WHAT THE TASK ASKS: An exact copy of all the data is needed, with every picture left out.

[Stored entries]
++++++++

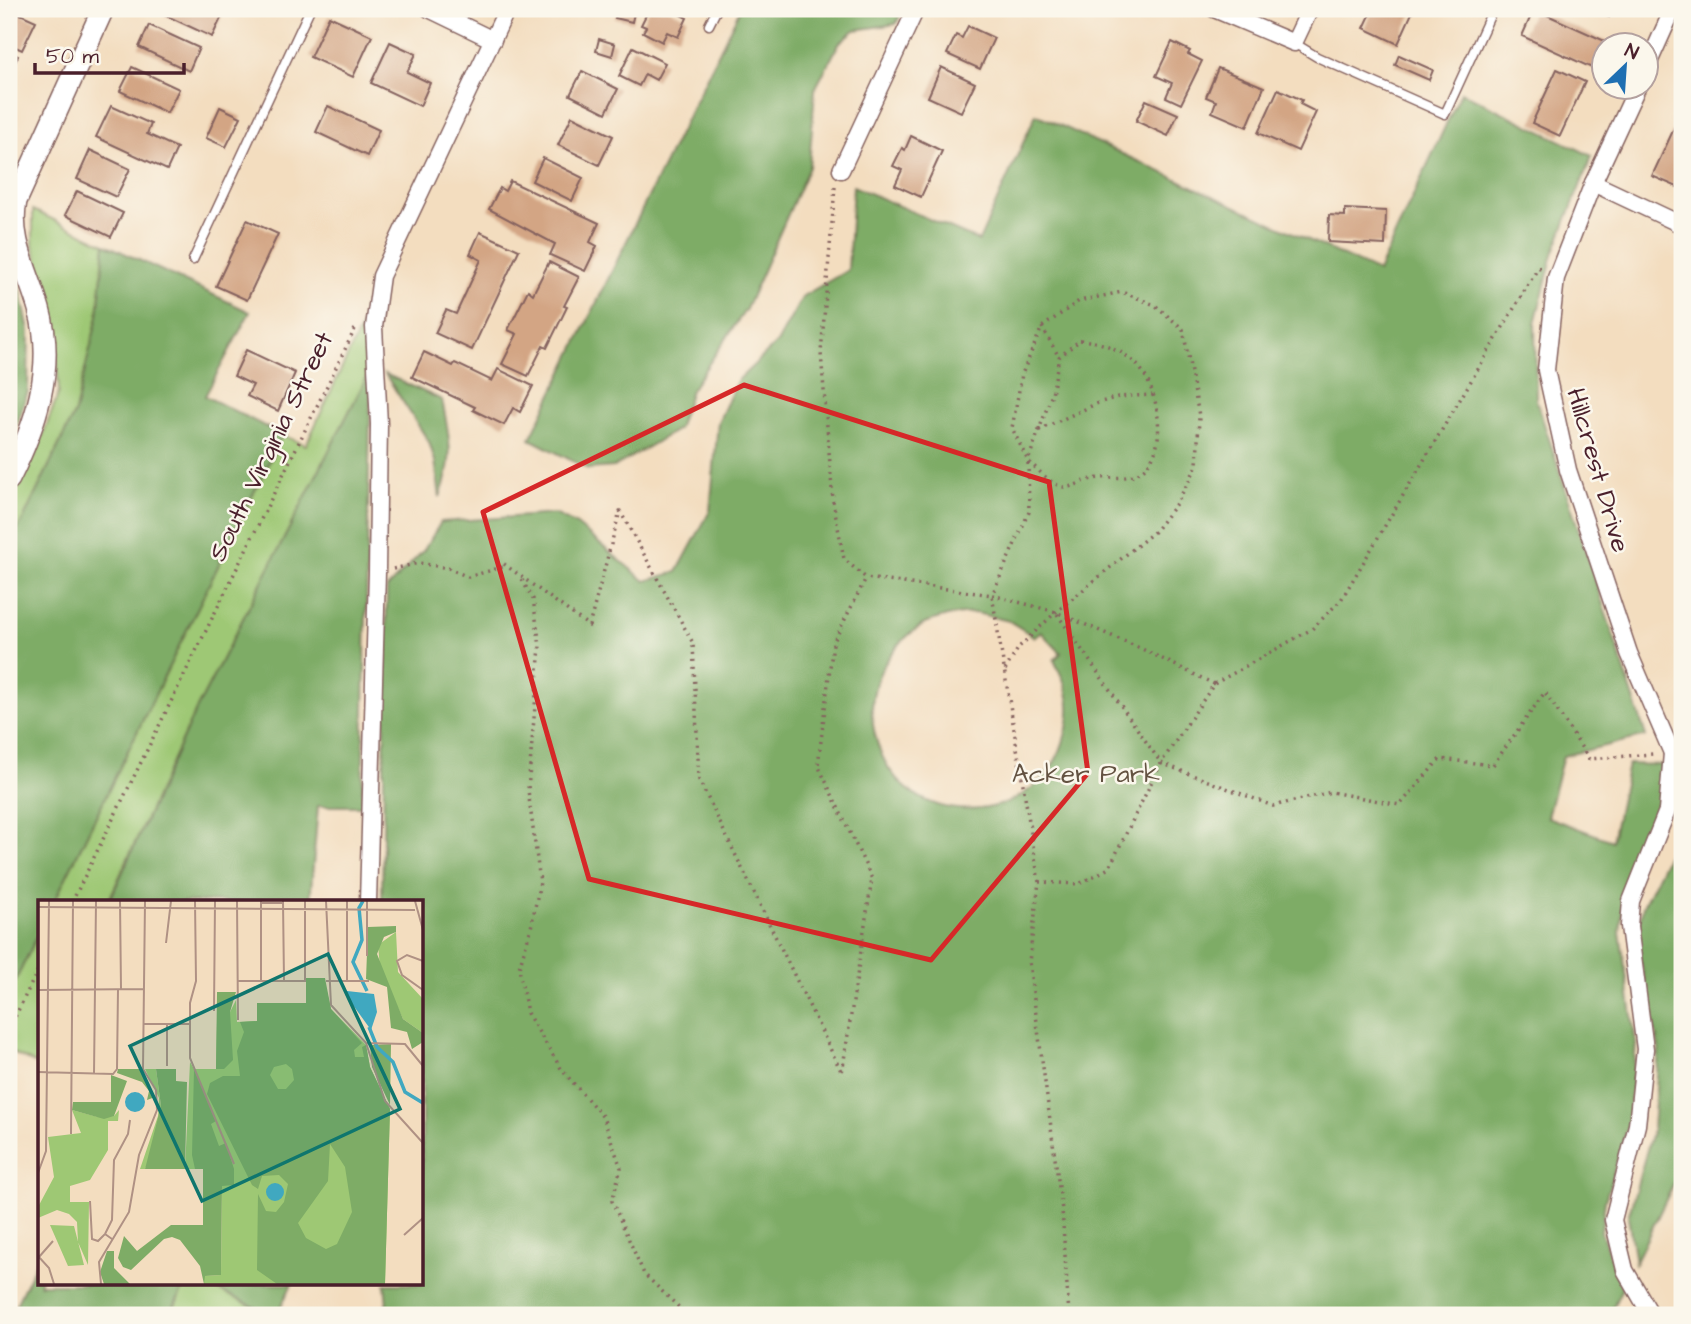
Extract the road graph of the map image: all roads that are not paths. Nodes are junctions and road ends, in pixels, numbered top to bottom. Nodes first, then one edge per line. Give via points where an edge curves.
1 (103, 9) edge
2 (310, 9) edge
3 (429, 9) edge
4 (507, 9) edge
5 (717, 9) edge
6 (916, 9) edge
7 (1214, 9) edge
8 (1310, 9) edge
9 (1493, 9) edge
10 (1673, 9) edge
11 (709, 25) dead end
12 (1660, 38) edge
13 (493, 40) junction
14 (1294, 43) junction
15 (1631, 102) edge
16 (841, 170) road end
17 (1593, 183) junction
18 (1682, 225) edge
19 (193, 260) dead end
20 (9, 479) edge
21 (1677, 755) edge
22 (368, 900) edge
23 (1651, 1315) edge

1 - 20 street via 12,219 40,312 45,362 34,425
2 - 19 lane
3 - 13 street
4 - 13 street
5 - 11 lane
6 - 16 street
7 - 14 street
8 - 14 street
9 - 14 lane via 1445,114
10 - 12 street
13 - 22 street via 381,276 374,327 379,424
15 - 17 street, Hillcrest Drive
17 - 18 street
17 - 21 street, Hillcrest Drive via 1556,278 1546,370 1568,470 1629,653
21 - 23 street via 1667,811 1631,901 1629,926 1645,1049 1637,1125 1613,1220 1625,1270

++++++++

COMPLETED TASK:
Extract the road graph of the map image: all roads that are not paths. Nodes are junctions and road ends, in pixels, numbered top to bottom. Nodes first, then one edge per line. Give via points where an edge curves.
1 (103, 9) edge
2 (310, 9) edge
3 (429, 9) edge
4 (507, 9) edge
5 (717, 9) edge
6 (916, 9) edge
7 (1214, 9) edge
8 (1310, 9) edge
9 (1493, 9) edge
10 (1673, 9) edge
11 (709, 25) dead end
12 (1660, 38) edge
13 (493, 40) junction
14 (1294, 43) junction
15 (1631, 102) edge
16 (841, 170) road end
17 (1593, 183) junction
18 (1682, 225) edge
19 (193, 260) dead end
20 (9, 479) edge
21 (1677, 755) edge
22 (368, 900) edge
23 (1651, 1315) edge

1 - 20 street via 12,219 40,312 45,362 34,425
2 - 19 lane
3 - 13 street
4 - 13 street
5 - 11 lane
6 - 16 street
7 - 14 street
8 - 14 street
9 - 14 lane via 1445,114
10 - 12 street
13 - 22 street via 381,276 374,327 379,424
15 - 17 street, Hillcrest Drive
17 - 18 street
17 - 21 street, Hillcrest Drive via 1556,278 1546,370 1568,470 1629,653
21 - 23 street via 1667,811 1631,901 1629,926 1645,1049 1637,1125 1613,1220 1625,1270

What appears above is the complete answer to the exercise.